YOUR INSTRUCTIONS: Show every line in the entries below where the word "tunnel" appears.

SUPPLIED DATA:

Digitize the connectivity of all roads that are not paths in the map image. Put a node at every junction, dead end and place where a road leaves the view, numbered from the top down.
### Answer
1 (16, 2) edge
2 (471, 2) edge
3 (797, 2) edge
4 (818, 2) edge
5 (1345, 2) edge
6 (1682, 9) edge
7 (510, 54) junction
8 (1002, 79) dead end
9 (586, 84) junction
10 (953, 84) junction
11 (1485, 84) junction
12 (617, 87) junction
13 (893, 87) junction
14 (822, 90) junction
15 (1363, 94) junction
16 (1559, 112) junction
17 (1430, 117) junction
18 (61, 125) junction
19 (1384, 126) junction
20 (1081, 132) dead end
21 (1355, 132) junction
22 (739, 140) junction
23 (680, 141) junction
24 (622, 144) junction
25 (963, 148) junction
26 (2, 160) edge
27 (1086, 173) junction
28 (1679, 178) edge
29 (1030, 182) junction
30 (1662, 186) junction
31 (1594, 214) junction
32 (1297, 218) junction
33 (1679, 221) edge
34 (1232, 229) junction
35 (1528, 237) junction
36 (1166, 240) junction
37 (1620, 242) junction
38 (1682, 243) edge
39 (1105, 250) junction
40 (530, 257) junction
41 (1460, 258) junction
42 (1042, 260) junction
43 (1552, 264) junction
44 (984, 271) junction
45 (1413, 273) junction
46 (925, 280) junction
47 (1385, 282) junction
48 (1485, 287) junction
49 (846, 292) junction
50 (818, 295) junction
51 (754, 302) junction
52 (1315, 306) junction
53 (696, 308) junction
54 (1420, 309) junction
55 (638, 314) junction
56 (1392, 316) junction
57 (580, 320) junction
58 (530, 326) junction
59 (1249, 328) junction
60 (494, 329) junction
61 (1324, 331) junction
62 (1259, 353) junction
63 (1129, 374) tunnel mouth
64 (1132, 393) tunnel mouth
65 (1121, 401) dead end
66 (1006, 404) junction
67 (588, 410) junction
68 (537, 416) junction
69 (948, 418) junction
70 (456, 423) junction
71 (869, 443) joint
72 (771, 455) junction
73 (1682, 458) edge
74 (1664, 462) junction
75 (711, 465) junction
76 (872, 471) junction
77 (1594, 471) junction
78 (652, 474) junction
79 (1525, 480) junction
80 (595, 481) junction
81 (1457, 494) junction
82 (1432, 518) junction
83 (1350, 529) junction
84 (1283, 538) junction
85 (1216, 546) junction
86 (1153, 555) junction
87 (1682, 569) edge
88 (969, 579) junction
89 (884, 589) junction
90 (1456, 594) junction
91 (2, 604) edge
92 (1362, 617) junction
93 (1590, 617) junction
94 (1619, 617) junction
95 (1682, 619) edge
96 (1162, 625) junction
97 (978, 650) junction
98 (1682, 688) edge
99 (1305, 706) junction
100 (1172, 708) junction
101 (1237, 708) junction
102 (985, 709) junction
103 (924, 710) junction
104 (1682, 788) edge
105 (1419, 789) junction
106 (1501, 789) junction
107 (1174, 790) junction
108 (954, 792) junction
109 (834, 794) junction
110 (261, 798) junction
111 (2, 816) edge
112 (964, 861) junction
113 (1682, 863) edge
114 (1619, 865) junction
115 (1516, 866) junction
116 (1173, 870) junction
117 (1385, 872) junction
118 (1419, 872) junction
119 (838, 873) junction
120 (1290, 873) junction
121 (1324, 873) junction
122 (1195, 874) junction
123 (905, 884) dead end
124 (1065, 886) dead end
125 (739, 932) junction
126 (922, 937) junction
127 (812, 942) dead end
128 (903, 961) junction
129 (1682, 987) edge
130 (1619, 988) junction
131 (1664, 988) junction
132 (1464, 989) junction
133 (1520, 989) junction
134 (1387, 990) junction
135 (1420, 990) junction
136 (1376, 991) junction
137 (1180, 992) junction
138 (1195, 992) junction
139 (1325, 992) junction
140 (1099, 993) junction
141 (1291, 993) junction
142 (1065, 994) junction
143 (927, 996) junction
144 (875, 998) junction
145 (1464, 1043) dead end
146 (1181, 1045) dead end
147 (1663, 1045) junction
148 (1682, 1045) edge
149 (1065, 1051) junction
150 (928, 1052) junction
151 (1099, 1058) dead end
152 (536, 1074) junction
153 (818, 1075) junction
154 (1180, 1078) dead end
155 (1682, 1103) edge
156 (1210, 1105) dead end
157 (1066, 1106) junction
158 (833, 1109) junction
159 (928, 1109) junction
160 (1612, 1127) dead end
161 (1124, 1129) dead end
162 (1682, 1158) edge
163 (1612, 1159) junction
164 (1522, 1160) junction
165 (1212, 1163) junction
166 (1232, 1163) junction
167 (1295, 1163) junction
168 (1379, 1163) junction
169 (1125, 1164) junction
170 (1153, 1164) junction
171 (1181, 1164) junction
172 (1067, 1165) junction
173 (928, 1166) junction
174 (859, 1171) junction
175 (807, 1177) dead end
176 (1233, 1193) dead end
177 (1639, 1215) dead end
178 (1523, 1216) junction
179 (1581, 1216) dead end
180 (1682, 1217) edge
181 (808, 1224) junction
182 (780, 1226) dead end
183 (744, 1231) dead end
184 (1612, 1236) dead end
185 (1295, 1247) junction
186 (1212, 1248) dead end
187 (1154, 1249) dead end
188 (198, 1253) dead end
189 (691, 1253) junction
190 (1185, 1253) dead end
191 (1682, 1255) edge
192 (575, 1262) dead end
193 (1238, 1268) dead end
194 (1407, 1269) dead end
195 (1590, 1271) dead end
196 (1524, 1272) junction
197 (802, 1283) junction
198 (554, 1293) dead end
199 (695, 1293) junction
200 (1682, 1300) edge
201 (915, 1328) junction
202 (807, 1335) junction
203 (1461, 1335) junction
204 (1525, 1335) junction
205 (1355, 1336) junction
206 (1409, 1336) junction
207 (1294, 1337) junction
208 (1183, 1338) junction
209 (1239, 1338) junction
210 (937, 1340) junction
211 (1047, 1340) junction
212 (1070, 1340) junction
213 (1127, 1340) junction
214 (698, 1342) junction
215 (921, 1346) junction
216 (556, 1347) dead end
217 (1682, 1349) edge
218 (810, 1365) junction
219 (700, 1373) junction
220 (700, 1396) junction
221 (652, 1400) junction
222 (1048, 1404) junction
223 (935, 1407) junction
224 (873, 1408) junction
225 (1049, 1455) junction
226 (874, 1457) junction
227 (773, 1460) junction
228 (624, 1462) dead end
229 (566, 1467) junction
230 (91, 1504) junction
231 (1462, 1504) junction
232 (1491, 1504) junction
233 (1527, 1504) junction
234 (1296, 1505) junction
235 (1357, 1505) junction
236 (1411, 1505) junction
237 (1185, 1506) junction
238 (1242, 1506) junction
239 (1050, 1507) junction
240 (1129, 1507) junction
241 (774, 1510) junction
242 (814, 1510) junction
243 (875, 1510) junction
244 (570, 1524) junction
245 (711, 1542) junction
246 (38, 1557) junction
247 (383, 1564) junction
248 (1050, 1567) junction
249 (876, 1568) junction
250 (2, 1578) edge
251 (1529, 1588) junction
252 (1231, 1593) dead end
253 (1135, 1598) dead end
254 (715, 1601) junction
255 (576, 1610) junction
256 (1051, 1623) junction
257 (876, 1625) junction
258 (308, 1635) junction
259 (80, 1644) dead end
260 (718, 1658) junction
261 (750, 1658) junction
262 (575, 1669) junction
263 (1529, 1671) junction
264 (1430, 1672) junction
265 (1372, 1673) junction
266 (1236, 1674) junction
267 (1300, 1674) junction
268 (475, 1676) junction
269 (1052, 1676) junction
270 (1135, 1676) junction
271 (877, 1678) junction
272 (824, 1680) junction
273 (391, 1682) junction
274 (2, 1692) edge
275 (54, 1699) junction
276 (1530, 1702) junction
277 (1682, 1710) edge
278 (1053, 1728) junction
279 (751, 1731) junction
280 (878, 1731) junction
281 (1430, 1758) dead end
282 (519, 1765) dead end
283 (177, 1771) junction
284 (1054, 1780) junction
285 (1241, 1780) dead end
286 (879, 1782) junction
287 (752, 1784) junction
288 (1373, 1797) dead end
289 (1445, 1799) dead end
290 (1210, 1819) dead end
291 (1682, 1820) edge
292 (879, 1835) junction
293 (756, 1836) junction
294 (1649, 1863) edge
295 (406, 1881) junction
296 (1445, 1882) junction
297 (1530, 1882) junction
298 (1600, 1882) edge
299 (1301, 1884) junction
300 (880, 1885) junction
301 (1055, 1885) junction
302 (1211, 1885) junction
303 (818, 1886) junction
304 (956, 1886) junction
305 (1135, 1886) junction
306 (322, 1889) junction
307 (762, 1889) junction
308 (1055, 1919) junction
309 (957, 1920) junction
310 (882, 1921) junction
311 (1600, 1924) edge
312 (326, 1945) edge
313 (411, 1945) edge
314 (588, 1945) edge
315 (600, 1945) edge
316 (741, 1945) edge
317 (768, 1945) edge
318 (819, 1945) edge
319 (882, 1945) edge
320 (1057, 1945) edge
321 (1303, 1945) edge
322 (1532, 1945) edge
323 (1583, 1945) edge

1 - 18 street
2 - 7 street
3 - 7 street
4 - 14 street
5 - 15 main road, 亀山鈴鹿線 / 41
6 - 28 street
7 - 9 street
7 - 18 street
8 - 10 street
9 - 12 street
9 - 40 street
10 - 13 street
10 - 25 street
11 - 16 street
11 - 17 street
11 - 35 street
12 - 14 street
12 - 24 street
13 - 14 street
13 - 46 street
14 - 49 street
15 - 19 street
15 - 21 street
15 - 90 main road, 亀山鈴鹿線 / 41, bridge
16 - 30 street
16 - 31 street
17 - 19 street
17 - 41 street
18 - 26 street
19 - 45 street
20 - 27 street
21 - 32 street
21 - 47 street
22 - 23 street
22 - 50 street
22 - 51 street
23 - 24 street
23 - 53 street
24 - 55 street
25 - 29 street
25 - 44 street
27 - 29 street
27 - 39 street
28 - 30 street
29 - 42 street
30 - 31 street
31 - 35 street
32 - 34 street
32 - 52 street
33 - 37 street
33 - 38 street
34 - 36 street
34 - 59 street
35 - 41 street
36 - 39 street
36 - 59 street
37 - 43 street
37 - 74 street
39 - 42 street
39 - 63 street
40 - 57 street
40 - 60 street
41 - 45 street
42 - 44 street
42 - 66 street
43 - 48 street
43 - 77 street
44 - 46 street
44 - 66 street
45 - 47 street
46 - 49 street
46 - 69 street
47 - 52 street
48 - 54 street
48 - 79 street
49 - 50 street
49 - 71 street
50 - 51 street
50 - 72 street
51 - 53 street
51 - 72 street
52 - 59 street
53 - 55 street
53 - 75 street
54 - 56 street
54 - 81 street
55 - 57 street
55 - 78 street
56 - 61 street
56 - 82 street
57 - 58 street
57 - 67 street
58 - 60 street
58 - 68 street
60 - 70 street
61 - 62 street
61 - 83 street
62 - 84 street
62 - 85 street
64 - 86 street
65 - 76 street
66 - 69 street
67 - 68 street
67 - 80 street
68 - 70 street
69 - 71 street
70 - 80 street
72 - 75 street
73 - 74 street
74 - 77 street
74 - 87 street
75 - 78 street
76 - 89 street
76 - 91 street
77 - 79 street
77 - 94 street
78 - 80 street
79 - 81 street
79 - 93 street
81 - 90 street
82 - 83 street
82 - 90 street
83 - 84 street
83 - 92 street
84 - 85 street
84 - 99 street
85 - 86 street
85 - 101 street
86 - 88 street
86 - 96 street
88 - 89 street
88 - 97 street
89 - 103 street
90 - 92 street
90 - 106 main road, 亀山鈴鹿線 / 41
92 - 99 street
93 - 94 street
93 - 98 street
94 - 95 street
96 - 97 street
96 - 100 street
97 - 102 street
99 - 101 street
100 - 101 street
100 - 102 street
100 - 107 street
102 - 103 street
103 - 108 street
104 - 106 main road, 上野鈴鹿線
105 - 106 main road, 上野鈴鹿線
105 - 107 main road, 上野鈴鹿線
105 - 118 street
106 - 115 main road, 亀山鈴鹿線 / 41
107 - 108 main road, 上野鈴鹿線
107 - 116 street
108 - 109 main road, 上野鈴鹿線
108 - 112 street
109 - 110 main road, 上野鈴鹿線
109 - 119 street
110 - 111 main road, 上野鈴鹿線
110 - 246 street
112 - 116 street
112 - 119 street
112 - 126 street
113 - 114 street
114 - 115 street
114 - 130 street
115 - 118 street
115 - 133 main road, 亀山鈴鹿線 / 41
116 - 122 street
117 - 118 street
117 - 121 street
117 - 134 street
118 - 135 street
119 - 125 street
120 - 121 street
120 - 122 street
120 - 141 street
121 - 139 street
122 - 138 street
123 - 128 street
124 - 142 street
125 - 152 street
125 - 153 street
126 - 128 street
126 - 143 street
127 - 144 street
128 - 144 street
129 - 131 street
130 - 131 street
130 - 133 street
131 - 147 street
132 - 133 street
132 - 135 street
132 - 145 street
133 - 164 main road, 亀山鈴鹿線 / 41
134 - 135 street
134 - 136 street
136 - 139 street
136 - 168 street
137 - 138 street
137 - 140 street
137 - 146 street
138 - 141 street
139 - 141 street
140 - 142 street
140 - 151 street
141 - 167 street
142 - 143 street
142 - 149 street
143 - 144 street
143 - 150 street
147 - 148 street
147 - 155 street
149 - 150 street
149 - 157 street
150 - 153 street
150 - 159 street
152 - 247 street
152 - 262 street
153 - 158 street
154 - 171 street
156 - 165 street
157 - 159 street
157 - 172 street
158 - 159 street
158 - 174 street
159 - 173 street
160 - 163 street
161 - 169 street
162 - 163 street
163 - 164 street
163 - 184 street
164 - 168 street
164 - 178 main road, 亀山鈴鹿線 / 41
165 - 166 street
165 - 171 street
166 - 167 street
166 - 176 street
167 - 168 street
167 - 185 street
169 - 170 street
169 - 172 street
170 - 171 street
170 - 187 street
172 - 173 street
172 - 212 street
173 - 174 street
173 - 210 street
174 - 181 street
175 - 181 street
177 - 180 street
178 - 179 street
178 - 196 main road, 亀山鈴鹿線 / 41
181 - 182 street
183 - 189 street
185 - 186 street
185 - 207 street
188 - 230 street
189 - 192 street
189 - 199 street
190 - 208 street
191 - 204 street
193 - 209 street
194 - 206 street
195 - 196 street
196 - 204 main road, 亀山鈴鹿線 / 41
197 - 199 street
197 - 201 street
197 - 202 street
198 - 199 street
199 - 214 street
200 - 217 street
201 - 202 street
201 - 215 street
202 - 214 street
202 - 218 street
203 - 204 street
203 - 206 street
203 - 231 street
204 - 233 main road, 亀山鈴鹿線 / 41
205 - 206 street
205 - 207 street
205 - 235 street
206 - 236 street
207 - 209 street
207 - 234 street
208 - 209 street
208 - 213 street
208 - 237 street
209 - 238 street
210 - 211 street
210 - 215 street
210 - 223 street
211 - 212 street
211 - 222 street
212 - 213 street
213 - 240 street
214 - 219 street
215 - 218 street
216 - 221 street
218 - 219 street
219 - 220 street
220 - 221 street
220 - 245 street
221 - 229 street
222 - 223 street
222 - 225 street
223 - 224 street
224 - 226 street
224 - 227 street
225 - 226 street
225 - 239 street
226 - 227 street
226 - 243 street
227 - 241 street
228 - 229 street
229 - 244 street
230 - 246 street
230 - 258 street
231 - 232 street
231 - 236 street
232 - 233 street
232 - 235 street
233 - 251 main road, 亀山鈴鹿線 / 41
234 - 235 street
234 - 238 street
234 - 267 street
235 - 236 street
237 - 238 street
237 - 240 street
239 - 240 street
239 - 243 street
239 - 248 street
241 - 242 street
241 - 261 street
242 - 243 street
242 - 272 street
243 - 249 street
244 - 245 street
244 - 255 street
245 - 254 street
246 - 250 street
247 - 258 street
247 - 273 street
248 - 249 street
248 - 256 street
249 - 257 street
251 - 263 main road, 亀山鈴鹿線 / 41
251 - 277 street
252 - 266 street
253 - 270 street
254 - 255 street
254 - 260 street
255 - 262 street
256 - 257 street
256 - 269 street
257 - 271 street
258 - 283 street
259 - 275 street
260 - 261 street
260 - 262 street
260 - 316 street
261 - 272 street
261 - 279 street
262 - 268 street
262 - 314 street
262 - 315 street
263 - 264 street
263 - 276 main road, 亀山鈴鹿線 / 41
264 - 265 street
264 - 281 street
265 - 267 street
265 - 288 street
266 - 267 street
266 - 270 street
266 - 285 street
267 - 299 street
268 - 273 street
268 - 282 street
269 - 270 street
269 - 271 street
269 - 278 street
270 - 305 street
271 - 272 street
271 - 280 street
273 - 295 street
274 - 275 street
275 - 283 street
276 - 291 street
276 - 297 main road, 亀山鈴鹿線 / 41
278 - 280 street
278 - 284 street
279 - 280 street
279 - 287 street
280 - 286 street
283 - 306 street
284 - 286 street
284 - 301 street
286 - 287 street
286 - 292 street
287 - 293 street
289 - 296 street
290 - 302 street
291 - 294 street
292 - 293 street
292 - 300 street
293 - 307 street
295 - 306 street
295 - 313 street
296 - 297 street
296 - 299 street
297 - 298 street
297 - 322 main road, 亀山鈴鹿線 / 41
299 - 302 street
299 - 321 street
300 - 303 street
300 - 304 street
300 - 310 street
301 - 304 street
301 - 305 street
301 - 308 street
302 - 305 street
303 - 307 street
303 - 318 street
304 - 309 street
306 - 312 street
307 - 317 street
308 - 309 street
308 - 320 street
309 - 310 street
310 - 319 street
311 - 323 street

EXPECTED ANSWER:
63 (1129, 374) tunnel mouth
64 (1132, 393) tunnel mouth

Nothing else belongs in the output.